▶ **Task instructions**: Look below for the line containing "pinky mcp: (1255, 904)" and the line containing "index pip: (480, 331)"; repeat exactly those two lines and all lines between them, and nothing else.

▶ **Excerpted records**:
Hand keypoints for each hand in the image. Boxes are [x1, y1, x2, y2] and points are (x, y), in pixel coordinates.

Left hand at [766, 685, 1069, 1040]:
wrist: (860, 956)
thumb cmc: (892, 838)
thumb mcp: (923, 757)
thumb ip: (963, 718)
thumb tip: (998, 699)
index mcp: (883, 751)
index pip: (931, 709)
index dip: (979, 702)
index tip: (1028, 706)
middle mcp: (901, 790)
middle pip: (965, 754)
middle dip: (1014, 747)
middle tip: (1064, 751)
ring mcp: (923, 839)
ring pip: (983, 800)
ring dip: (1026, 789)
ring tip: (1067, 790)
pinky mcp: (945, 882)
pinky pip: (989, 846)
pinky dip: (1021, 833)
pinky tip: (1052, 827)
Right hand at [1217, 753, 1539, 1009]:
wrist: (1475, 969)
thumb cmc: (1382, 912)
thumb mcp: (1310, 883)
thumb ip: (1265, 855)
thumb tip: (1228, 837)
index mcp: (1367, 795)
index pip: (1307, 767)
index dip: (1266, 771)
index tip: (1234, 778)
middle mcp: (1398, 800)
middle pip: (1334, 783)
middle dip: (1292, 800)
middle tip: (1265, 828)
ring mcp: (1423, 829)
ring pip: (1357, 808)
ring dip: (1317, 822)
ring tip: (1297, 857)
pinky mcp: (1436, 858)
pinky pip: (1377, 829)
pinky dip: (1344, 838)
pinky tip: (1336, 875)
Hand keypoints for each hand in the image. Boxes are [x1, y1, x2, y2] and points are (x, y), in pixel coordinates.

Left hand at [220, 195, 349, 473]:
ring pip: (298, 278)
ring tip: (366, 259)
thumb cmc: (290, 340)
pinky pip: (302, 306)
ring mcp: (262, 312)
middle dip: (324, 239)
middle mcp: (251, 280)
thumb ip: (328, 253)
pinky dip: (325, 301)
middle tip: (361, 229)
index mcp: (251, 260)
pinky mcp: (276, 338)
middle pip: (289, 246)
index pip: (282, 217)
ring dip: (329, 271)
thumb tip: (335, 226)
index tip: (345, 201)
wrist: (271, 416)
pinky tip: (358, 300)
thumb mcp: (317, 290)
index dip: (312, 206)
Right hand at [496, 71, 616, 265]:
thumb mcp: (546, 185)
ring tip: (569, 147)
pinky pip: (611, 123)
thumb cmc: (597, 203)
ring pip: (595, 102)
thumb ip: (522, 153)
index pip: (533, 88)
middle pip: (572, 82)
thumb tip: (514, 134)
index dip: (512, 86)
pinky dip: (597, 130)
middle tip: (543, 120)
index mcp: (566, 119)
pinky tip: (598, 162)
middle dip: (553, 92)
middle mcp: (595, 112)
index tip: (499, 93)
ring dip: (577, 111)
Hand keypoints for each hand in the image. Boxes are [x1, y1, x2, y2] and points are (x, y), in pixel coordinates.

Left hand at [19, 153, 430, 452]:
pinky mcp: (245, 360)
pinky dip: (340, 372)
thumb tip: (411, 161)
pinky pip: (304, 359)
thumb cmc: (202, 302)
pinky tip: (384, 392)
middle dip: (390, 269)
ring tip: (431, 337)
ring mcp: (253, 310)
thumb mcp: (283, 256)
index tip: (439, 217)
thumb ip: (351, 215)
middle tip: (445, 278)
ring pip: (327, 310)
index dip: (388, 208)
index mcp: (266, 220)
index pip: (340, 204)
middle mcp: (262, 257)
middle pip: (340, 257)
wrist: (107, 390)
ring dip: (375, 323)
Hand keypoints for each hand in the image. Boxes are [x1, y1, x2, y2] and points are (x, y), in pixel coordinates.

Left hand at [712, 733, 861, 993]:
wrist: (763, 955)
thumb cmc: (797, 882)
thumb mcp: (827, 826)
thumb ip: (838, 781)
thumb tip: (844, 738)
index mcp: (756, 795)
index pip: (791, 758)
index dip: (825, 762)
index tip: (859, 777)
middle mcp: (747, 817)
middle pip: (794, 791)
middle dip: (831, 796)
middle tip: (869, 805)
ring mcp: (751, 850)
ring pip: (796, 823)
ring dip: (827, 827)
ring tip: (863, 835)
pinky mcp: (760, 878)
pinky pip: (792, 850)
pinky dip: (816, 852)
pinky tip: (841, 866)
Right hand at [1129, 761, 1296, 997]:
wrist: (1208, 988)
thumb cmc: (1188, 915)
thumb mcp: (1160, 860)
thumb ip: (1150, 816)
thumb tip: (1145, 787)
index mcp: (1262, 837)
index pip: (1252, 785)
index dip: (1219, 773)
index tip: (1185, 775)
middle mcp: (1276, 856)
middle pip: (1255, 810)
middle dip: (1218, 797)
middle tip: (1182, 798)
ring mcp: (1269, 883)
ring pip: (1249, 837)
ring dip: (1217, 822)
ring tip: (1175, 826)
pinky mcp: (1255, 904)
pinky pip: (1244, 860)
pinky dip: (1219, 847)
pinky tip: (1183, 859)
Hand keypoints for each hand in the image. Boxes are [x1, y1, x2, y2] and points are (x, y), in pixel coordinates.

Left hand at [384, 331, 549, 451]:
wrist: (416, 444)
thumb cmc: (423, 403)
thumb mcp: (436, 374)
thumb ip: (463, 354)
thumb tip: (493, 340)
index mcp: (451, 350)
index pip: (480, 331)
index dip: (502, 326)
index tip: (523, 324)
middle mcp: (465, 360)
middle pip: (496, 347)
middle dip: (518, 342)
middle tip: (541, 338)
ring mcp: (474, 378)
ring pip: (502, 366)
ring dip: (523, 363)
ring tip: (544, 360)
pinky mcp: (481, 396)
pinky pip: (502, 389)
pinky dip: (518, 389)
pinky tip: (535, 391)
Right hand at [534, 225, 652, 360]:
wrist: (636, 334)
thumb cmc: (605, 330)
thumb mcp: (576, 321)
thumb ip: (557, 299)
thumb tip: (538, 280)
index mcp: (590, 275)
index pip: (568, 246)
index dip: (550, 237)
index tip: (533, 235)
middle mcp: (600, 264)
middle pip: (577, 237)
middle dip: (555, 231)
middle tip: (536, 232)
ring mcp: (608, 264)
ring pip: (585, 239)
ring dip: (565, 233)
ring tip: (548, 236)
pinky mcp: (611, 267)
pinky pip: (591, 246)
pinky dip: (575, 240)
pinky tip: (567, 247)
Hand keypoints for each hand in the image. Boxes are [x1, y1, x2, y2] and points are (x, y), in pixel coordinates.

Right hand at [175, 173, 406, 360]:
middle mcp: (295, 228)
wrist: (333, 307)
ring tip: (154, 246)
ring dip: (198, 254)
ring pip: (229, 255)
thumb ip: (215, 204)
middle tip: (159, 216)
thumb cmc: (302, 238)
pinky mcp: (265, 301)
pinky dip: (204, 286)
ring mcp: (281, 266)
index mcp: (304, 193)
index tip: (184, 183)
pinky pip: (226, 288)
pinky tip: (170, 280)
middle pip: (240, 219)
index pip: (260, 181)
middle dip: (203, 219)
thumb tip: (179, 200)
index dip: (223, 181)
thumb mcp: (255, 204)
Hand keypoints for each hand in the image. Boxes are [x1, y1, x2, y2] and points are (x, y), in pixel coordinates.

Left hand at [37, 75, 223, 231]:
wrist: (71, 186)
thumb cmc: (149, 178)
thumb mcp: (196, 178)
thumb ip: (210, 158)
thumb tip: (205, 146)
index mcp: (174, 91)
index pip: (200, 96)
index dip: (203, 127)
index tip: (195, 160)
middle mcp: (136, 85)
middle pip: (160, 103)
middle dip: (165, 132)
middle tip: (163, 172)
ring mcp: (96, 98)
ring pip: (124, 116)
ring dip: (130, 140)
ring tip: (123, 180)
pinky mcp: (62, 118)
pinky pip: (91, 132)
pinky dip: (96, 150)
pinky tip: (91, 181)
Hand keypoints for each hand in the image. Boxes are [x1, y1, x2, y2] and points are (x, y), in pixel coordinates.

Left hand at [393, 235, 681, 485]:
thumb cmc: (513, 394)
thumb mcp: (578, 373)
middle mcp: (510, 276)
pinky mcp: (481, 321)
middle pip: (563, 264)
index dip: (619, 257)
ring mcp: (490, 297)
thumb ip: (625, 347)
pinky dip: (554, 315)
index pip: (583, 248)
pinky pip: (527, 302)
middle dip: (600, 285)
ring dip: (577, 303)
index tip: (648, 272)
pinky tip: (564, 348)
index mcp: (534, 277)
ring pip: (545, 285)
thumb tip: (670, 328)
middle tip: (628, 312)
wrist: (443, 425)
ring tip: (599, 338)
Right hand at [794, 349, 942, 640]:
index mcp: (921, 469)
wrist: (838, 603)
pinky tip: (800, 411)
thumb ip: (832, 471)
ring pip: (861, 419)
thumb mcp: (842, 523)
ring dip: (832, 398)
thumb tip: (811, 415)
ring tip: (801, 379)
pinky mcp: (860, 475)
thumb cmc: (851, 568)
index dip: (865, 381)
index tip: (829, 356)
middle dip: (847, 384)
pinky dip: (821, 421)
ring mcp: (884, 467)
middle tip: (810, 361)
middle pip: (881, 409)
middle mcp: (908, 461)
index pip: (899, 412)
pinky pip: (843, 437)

▶ **Solved exercise**:
pinky mcp: (1255, 904)
pinky pip: (1244, 860)
pinky dip: (1219, 847)
pinky tip: (1183, 859)
Hand keypoints for each hand in the image. Boxes are [x1, y1, x2, y2] and points are (x, y), in pixel coordinates.

Left hand at [384, 331, 549, 451]:
wrist: (416, 444)
thumb cmc: (423, 403)
thumb mcp: (436, 374)
thumb ip: (463, 354)
thumb tip: (493, 340)
index mcp: (451, 350)
index pip: (480, 331)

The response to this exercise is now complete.